It is also worth noting that the Srpska akademija nauka i umetnosti (SANU) is the same institute in the late 1980s and early 1990s that spearheaded a series of controversial historical narratives associated with the Serbian national revival in the twilight of Yugoslavia's existence; the most (in)famous being the 1986 Memorandum, which decried the entire postwar Yugoslav state project as an attempt at weakening, dividing, and ultimately subjugating the Serbian nation by making them demographic minorities in a series of sub-state republics and autonomous provinces controlled by non-Serb communities. Today, SANU continues to function as one of Serbia's premier intellectual centers, and while it has mostly eschewed the nationalistic rhetoric of the 1990s, it is still regarded as a conservative think-tank by social scientists in Serbia and elsewhere, despite its more liberal-oriented beginnings.
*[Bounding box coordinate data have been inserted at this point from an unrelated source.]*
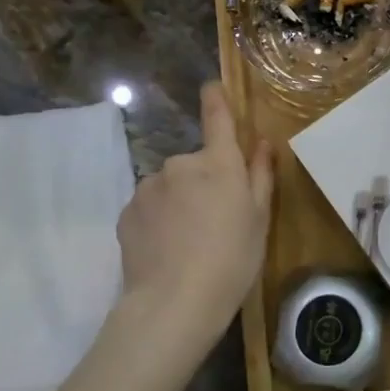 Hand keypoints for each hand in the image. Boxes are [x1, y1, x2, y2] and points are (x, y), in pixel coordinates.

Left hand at [115, 82, 274, 354]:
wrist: (173, 304)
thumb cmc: (232, 260)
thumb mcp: (259, 219)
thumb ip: (260, 175)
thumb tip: (262, 142)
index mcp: (219, 163)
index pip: (217, 117)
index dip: (216, 98)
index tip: (212, 86)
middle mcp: (181, 164)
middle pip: (197, 163)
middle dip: (204, 182)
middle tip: (216, 220)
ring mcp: (149, 186)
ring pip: (171, 186)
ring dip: (180, 201)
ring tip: (189, 241)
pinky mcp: (127, 211)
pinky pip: (150, 206)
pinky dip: (159, 220)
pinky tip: (166, 249) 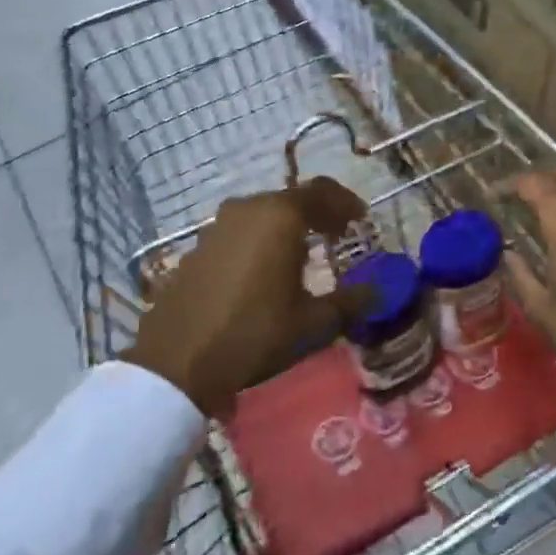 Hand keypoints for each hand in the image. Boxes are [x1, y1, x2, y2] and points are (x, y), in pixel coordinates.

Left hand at [127, 177, 371, 415]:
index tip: (360, 220)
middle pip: (292, 199)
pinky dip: (260, 239)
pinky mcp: (198, 246)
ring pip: (264, 213)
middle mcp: (249, 208)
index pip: (323, 191)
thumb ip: (351, 302)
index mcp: (281, 216)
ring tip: (302, 254)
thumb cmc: (254, 334)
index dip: (346, 203)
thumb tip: (379, 291)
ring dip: (287, 226)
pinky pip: (240, 231)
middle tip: (336, 235)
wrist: (176, 362)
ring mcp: (218, 225)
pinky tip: (263, 271)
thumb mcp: (312, 323)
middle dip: (318, 213) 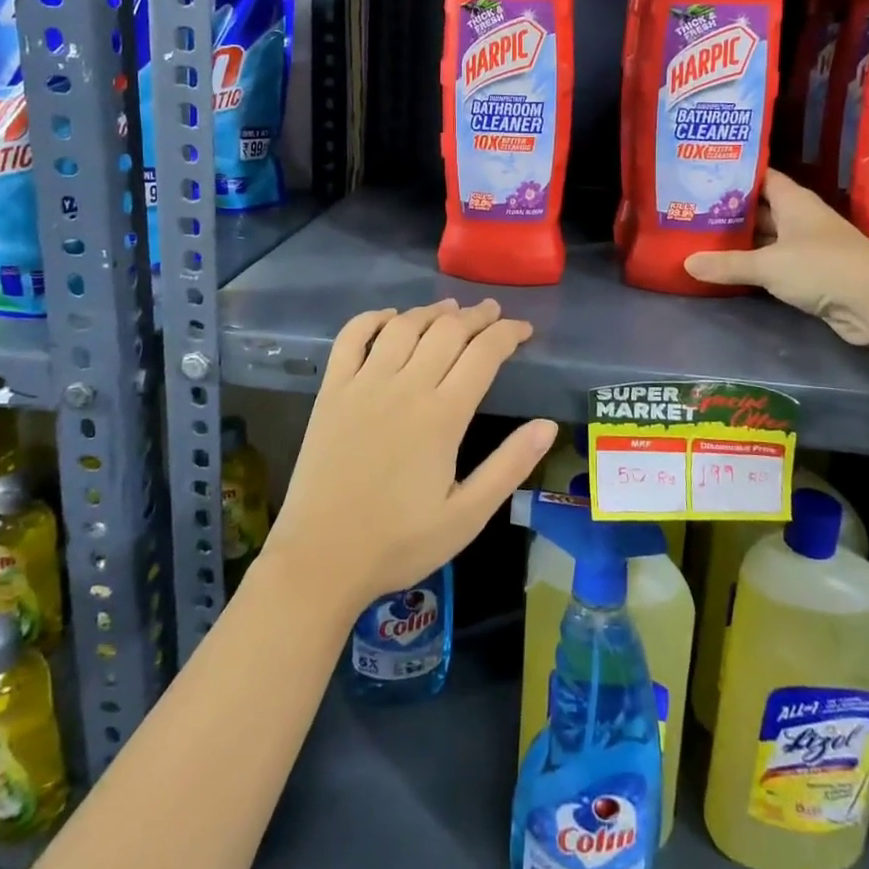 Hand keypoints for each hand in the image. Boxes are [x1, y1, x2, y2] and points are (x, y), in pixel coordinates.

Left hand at [262, 299, 557, 615]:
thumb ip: (509, 466)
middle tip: (492, 313)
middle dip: (476, 316)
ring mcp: (363, 384)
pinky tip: (389, 318)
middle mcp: (405, 387)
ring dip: (431, 311)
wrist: (320, 559)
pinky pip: (351, 337)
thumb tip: (548, 426)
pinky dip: (372, 318)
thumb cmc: (399, 542)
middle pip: (447, 331)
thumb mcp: (467, 516)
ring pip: (404, 326)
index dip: (508, 333)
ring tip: (450, 309)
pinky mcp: (331, 391)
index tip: (524, 329)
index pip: (484, 353)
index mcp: (443, 416)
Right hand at [683, 170, 868, 343]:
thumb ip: (727, 264)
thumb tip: (687, 263)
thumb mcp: (768, 265)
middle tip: (693, 210)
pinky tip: (730, 268)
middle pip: (762, 208)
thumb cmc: (821, 267)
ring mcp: (808, 246)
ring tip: (703, 238)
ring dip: (742, 240)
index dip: (737, 175)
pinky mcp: (812, 273)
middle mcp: (802, 218)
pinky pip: (776, 263)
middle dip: (732, 210)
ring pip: (768, 237)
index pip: (762, 177)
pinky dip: (756, 264)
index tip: (705, 175)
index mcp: (794, 201) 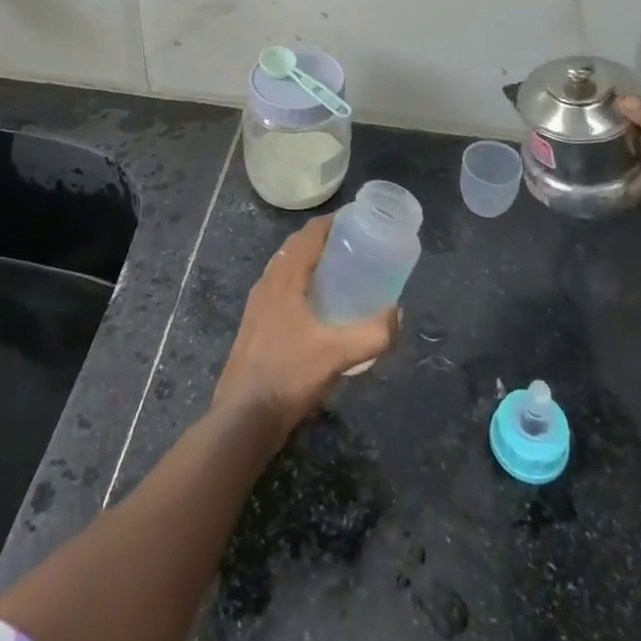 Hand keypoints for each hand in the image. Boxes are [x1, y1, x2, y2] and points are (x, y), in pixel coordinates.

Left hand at [212, 217, 400, 446]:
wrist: (243, 419)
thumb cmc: (288, 376)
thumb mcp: (337, 354)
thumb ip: (373, 333)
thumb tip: (398, 314)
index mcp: (284, 276)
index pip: (309, 233)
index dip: (334, 222)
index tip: (361, 220)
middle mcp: (268, 282)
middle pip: (298, 247)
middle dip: (327, 241)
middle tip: (359, 245)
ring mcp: (259, 304)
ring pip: (289, 268)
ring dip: (314, 263)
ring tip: (344, 272)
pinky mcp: (257, 325)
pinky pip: (284, 289)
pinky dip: (304, 284)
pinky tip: (322, 308) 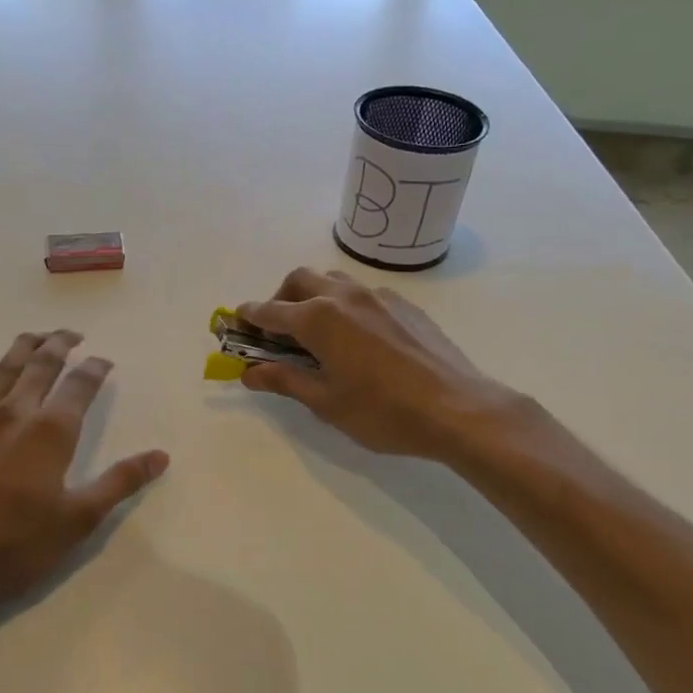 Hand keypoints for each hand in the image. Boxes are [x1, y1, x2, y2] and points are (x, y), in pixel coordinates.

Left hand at [0, 330, 167, 624]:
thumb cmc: (15, 544)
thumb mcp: (79, 519)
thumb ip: (120, 482)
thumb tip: (160, 456)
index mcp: (51, 430)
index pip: (80, 385)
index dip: (95, 368)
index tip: (105, 361)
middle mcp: (15, 412)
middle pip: (41, 364)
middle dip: (59, 344)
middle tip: (72, 333)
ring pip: (3, 369)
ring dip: (22, 347)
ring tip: (35, 336)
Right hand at [236, 268, 514, 459]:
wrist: (458, 408)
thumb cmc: (383, 412)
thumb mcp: (326, 402)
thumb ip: (284, 381)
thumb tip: (248, 372)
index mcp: (319, 318)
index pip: (270, 311)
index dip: (248, 318)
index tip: (234, 324)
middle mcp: (345, 296)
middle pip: (298, 281)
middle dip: (279, 299)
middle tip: (275, 332)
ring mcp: (378, 296)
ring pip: (332, 280)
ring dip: (312, 295)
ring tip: (314, 331)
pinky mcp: (404, 305)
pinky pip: (361, 292)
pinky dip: (342, 304)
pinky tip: (354, 337)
Among the works translated into Serbia were Nikolai Chernyshevskii's What Is to Be Done? (1869), Borzoi Turgenev's Smoke, On the Eve, and Fathers and Sons (1869), Nikolai Gogol's Inspector General, and Taras Bulba (1870), and Dead Souls (1872), Rousseau's Emile (1872), Ernest Renan's Life of Jesus (1872), Victor Hugo's Les Misérables, and Quatrevinght-treize (1872), Alphonse de Lamartine's History of the Girondists (1875), Ernst Haeckel's Natural History of Creation (1875), and Charles Darwin's On the Origin of Species (1879). See Petrovich, 512–513.

Western sources on Serbia under Petar I remain scarce, and this lack of information to non-Serb readers has kept most of this history relatively unknown. For a general history in English, see Petrovich, 534–611. For a recent study of the period in terms of political, cultural, social, and economic developments, see Stojanović, Kaldrma.

The similar ways of thinking between Skerlić and Obradović is clear in the following two passages. In 1902, Skerlić wrote “there are many people in our country who disclaim against the ‘rotten West’, and who talk with exaltation about some ‘Serbian’ and ‘Slav’ culture. They have taken from the ‘rotten West’ their clothes and habits, and institutions and appetites, but not that which makes the West so great, in which it really is a great teacher: a sense of individual dignity, liberty, initiative, that serene, enterprising, sober spirit which has built all civilization … and for us there is only one cure: to open wide our doors to the West and its ideas, the West which thinks, which acts, which creates, which lives a full and intensive life, the only one worthy of being called human life.” Skerlić, Feljtoni, skice i govori. Belgrade: 1964: 66–67 (qtd. in Čolović 101). Likewise, Obradović makes a clear testament to the value of Western political thought in writing “I would have my fellow countrymen venture to think freely in all matters, reflecting and passing judgment on all they hear. You know well, my dear friend, that all nations which merely cling to old opinion and customs must needs lie in eternal and hopeless darkness and stupidity … Not thinking, not reflecting, and making no use of the reason and intellect that God has given them, not taking example from the learned and enlightened nations, they remain forever in an endless and lamentable torpor.” Andrija Stojković. Životni put Dositeja Obradovića: od šegrta i kaludjera do filozofa i prosvetitelja i Karadjordjevog ministra prosvete. Belgrade, 1989: 211(qtd. in Fischer 74).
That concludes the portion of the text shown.